The night after we returned home from the trip to the hospital after the jaundice treatment, things were still rough. We had the jaundice under control, but we were still having fits getting the boys to breastfeed. They seemed to be frustrated and unhappy, which was making us feel the same way. We went through two more nights of little sleep and frayed nerves, even resorting to bottle feeding them pumped breast milk on occasion.

Finally, we got some advice from a lactation consultant and we had a visit with the pediatrician (also a mother of twins). And I must say...

Medela Nipple Shields ROCK!!!

I know, it sounds kind of weird for a dad to rant about a nipple attachment (at least one that we... well, never mind), but anything that helps the twins feed and all of us get some sleep looks like a freakin' miracle of modern science at this point! The lactation consultant realized the boys' tongues were too small and a bit underdeveloped to draw Mom's nipple in fully and recommended these as an option. We also discussed it with the pediatrician, who thought it would be a good thing to try. I went out from the pediatrician's office and popped next door to the pharmacy to pick one up. I brought it back and we gave it a try right then and there in the exam room. The boys latched onto it so easily we almost cried. Thank God, breastfeeding is no longer a problem.

Monday, November 28, 2005

Setbacks and improvements

Well, day number two at home went somewhat better. I managed to get my temper cooled somewhat. But I think we felt like prisoners, never leaving the bedroom/nursery because all we did was try to feed the boys, change them, and maybe sleep. We had a great relief when on Saturday, four days after being born, both boys finally pooped! I never thought I would be so excited to see that black sticky goo.

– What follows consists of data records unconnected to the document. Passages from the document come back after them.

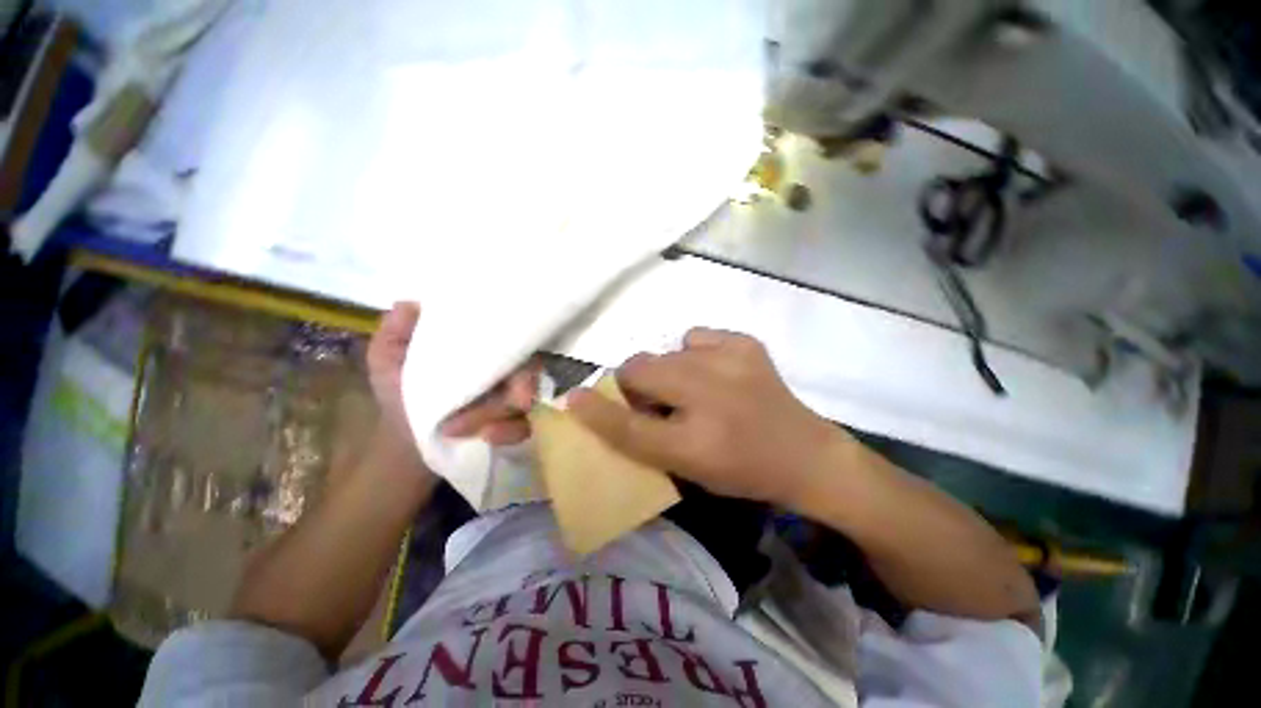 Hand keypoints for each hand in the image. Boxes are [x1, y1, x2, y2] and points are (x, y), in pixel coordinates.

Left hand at [366, 302, 538, 446]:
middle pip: (527, 369)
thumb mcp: (387, 360)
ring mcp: (511, 399)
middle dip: (514, 385)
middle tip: (498, 397)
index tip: (501, 354)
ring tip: (457, 428)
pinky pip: (523, 426)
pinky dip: (508, 432)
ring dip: (493, 414)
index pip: (511, 337)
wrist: (405, 440)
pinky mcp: (512, 425)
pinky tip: (486, 438)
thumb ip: (394, 333)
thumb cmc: (400, 393)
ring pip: (524, 400)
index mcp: (481, 351)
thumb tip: (410, 303)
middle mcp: (503, 371)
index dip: (514, 341)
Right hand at [568, 328, 850, 508]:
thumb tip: (605, 407)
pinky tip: (713, 372)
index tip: (573, 398)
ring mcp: (731, 362)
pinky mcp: (746, 344)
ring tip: (690, 389)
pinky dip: (694, 353)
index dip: (596, 411)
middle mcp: (710, 398)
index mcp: (695, 444)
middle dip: (634, 384)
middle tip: (652, 399)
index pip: (629, 426)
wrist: (805, 454)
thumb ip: (643, 441)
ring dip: (665, 371)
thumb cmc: (741, 471)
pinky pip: (694, 337)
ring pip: (664, 352)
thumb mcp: (686, 469)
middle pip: (640, 369) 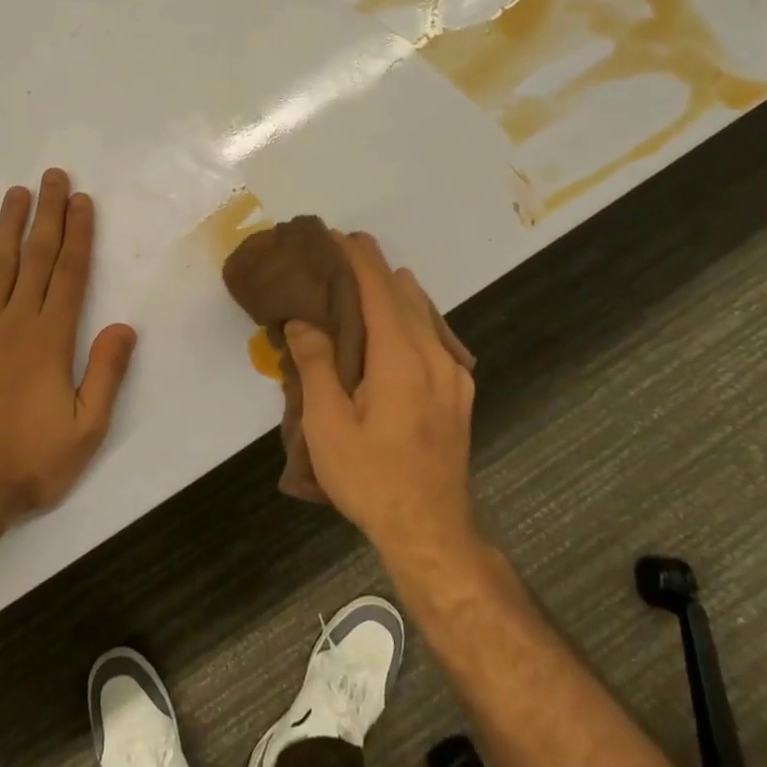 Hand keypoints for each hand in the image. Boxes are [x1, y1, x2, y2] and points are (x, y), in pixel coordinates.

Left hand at [0, 169, 137, 522]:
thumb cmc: (29, 462)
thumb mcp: (86, 429)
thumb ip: (106, 374)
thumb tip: (123, 326)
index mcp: (51, 339)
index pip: (71, 274)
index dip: (78, 234)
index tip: (81, 200)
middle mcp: (14, 324)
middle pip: (36, 259)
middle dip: (47, 215)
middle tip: (51, 177)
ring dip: (7, 229)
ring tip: (15, 194)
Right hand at [286, 233, 476, 564]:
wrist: (431, 530)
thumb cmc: (371, 478)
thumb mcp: (328, 426)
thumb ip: (316, 366)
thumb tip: (305, 322)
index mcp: (401, 359)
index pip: (380, 290)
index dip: (359, 259)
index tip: (338, 236)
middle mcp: (435, 356)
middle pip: (406, 294)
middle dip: (375, 268)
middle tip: (342, 253)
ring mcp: (454, 374)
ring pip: (425, 313)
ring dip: (395, 291)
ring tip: (363, 284)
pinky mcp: (460, 392)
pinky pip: (435, 336)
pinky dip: (412, 316)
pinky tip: (397, 326) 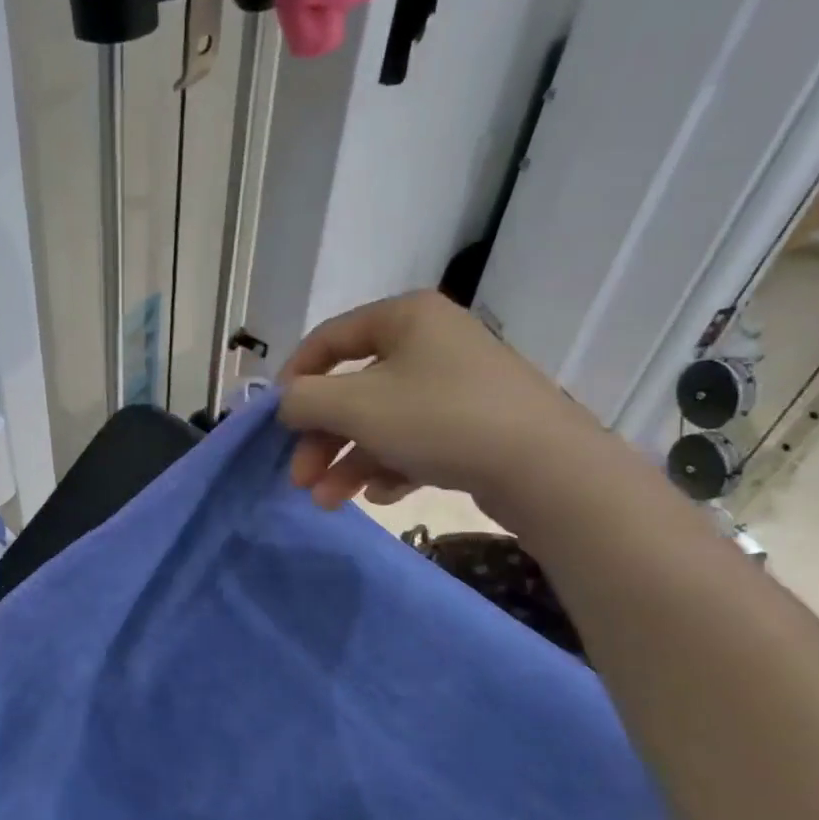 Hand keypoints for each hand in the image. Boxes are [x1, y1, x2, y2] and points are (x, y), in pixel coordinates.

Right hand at [277, 290, 608, 517]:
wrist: (543, 467)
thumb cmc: (437, 419)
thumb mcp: (354, 405)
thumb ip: (303, 400)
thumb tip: (286, 405)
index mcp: (404, 318)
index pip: (328, 339)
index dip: (293, 379)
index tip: (275, 421)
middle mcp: (431, 342)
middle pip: (353, 388)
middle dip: (320, 437)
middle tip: (299, 478)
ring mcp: (457, 385)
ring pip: (381, 420)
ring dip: (347, 460)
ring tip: (328, 501)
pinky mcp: (475, 424)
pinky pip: (415, 440)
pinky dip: (389, 466)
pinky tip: (380, 495)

Snagletooth's (Son #1) prenatal tooth had broken through and was not making Mom happy when trying to feed. But the thing was very loose (not really anchored to anything) and presented a choking hazard if it came loose, so after a call to the doctor we just pulled it. It was an honest-to-God tooth, now tucked away in his baby book. We had to keep the whole thing secret from our 5 1/2 year old daughter, who is still anxiously awaiting the loss of her first tooth and a visit from the tooth fairy.

We even got the boys down long enough to eat a belated Thanksgiving dinner with my parents. But in the evening, things got rough again. Breast feeding had started to get better and Mom and boys were all getting the hang of it. But now we just couldn't get the boys to feed. They would take a suck, then start crying and refuse more. We barely made it through the night without the help of a little formula and a little pumped breast milk in bottles.

The next morning things weren't looking better. The fleshy "socket" from Son #1's tooth looked infected, and their color didn't look right. We called our pediatrician, who told us to meet her at the hospital. By this point the boys were pretty lethargic, barely eating and sleeping all the time. While the tooth thing was OK, blood tests confirmed jaundice, so we were re-admitted to the hospital. I walked across the street to my daughter's school to tell her what was going on. She is amazingly supportive and aware of all of this. She stopped by my hospital with my parents to visit that evening, and before she left she asked "Mommy, are my brothers going to be OK?"

The boys spent the night under the special lamps, while we were put on a strict three hour feeding schedule. It was a little disconcerting, but we knew it wasn't anything too scary. We were convinced we were going to be there at least two nights, but the pediatritian said she had never seen billiruben (?) numbers drop so fast, so we were all able to go home the next day. The boys seemed a little better, but still tough to get them to eat.